Copy out, from the entries below, each line that holds the string "down".

**AVAILABLE DATA**.
*** Block opens ***

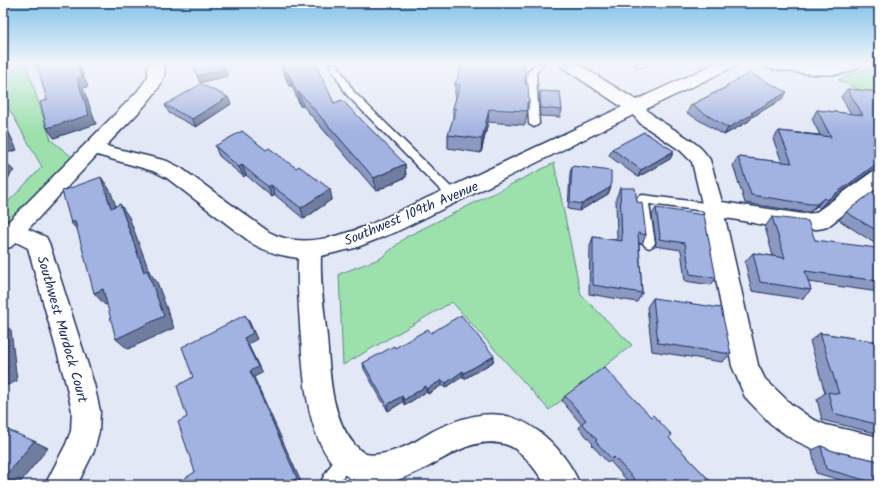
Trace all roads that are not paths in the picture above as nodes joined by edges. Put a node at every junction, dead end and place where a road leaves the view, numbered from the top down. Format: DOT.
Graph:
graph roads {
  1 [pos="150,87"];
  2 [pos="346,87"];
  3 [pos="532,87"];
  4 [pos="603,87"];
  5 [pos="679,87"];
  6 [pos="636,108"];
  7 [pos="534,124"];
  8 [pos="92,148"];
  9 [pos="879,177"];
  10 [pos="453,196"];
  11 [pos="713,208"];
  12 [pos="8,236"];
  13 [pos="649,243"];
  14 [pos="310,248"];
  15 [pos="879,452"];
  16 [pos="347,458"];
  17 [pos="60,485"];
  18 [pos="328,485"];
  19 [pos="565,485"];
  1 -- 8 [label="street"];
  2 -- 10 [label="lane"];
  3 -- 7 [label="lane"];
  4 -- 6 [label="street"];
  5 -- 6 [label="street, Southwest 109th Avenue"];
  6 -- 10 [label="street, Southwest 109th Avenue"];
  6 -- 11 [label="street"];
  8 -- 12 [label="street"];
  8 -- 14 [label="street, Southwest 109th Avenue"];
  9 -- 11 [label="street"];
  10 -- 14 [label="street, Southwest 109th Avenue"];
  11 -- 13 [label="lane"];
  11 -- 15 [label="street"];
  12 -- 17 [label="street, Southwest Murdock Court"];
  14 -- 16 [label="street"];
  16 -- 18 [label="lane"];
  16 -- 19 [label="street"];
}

*** Block closes ***
*** Block opens ***

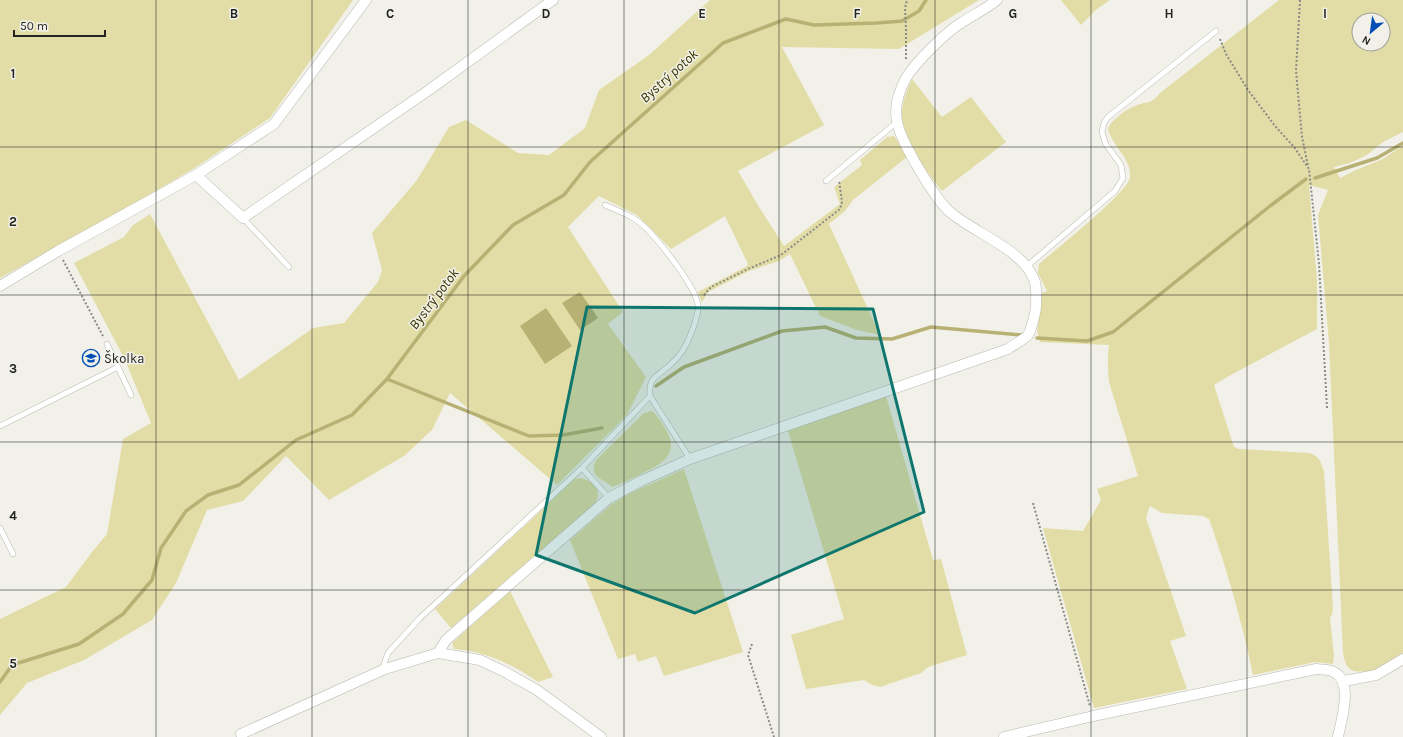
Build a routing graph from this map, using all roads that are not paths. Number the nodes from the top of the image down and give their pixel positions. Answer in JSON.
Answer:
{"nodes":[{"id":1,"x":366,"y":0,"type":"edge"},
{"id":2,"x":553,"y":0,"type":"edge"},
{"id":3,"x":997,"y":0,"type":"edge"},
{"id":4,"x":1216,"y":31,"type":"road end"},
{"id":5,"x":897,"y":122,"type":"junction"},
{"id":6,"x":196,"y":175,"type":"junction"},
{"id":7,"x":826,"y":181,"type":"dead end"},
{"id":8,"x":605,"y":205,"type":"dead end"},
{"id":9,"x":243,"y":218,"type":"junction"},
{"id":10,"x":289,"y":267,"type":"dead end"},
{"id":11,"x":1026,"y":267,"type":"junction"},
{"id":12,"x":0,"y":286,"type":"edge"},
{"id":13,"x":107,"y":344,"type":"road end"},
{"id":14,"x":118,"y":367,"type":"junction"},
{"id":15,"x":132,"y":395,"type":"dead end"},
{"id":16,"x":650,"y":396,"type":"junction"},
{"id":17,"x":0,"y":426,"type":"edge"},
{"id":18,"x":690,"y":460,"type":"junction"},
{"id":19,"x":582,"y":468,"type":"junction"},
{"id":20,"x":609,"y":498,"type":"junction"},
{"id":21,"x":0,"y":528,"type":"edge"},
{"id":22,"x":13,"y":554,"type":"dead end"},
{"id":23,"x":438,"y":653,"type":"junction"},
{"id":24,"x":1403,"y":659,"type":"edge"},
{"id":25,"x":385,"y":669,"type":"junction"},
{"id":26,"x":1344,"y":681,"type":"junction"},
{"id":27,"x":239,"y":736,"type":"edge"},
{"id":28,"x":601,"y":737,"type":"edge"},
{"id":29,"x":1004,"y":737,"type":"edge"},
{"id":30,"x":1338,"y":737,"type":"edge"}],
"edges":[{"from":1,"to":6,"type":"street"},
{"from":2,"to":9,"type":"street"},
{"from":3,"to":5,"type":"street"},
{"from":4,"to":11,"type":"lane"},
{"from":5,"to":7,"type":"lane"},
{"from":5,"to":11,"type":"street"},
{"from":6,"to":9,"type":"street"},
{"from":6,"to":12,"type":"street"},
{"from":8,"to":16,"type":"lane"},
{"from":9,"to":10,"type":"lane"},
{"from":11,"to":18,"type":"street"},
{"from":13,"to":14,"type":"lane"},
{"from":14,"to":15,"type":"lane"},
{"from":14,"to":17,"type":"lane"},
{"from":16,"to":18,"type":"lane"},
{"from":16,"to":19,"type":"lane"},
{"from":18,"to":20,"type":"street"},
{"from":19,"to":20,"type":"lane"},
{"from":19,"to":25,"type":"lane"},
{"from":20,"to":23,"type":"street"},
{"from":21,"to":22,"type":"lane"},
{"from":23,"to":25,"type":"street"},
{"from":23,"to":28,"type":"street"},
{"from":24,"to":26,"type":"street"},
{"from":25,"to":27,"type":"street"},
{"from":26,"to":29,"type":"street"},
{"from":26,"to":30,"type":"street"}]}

*** Block closes ***

**ANSWER TO THE PROBLEM**.
Trace all roads that are not paths in the picture above as nodes joined by edges. Put a node at every junction, dead end and place where a road leaves the view, numbered from the top down. Format: DOT.
Build a routing graph from this map, using all roads that are not paths. Number the nodes from the top of the image down and give their pixel positions. Answer in JSON.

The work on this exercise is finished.